Mariano Rodriguez, Juan R. Munoz-Castaneda and Yolanda Almaden
Nephrology Service, Maimonides Institute for Research in Biomedicine of Cordoba/Reina Sofia University Hospital/University of Cordoba. Cordoba. Spain.
The synthesis of 1α,25-dihydroxyvitamin D3 (Calcitriol) takes place mostly in the kidneys through the action of 1α-hydroxylase (CYP27B1) which converts 25(OH)D into 1,25(OH)2
. Renal production of calcitriol is stimulated by PTH, low calcium and low phosphate and it is reduced by high phosphate and FGF23. Binding of 1α,25-dihydroxyvitamin D3 to its receptor (VDR) causes gut absorption of calcium and phosphate, decrease in PTH synthesis, stimulation of FGF23. At the bone level calcitriol suppresses pre-osteoblasts and activates mature osteoblasts. VDR is present in a large variety of cells that do not have any direct role in the regulation of mineral metabolism. Calcitriol regulates immune and inflammatory response, cell turnover, cell differentiation, Renin production, reduces proteinuria and others.
In patients with Chronic Kidney Disease (CKD) there is a decrease in calcitriol that is apparent at early stages of renal disease; this is probably due to the elevation of FGF23 which is present since very early stage of CKD. In CKD stage, 3-4 moderate doses of calcitriol are effective to control secondary hyperparathyroidism and observational studies suggest that calcitriol therapy increases survival and slows the progression of renal disease as long as phosphate and calcium levels are controlled. Calcitriol (0.5 µg calcitriol twice per week) has been effective in decreasing proteinuria in patients with IgA nephropathy.

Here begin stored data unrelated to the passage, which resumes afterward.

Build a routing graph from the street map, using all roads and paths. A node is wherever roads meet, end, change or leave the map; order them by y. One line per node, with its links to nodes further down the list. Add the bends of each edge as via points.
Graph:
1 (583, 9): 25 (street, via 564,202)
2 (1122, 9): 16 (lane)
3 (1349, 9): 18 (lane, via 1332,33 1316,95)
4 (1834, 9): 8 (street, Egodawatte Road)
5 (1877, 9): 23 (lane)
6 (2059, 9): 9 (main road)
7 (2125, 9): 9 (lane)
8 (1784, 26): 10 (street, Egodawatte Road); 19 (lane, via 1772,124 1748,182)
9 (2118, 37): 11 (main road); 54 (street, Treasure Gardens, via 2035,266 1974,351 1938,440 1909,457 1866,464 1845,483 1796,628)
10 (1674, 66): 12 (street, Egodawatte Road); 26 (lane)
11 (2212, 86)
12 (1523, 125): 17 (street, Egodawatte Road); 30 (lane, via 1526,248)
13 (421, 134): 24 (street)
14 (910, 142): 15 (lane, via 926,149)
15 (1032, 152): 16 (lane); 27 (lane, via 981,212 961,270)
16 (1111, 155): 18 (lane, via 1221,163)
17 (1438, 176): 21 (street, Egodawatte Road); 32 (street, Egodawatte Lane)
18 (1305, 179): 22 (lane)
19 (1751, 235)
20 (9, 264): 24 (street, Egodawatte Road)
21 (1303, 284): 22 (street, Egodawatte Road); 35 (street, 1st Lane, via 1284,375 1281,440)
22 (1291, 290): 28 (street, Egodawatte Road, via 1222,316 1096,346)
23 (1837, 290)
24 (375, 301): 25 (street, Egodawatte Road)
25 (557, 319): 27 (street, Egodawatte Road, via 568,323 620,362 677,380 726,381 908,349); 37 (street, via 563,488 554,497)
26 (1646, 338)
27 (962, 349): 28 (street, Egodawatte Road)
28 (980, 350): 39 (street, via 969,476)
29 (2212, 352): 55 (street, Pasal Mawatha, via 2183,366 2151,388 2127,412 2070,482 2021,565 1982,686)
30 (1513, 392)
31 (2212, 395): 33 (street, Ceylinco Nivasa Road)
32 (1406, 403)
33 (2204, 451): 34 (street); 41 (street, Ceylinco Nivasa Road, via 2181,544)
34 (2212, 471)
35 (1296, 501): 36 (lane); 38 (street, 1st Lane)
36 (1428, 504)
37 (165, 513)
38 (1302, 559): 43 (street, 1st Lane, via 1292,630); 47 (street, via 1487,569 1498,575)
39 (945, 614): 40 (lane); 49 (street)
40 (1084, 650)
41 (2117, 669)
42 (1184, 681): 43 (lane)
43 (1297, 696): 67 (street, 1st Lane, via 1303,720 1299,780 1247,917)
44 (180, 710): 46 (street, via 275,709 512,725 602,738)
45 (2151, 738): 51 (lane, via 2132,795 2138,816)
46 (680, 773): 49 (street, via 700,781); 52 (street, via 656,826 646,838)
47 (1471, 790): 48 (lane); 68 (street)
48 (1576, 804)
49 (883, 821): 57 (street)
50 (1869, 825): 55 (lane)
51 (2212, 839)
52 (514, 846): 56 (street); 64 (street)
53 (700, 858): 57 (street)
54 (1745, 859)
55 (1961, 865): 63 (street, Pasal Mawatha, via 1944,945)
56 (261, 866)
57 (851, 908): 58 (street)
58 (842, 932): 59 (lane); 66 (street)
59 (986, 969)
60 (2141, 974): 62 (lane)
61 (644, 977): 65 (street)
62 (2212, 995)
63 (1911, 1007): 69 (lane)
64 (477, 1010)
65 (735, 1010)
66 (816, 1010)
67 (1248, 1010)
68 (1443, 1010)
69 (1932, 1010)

In dialysis patients, the administration of calcitriol reduces serum PTH levels but it is also known that high doses of calcitriol are associated with hypercalcemia and worse control of hyperphosphatemia. In kidney transplant patients, the administration of calcitriol, 0.5 µg/48h prevents bone mass loss during the first few months after transplantation.
Calcitriol, chronic renal failure, dialysis, FGF23, renal transplantation, secondary hyperparathyroidism.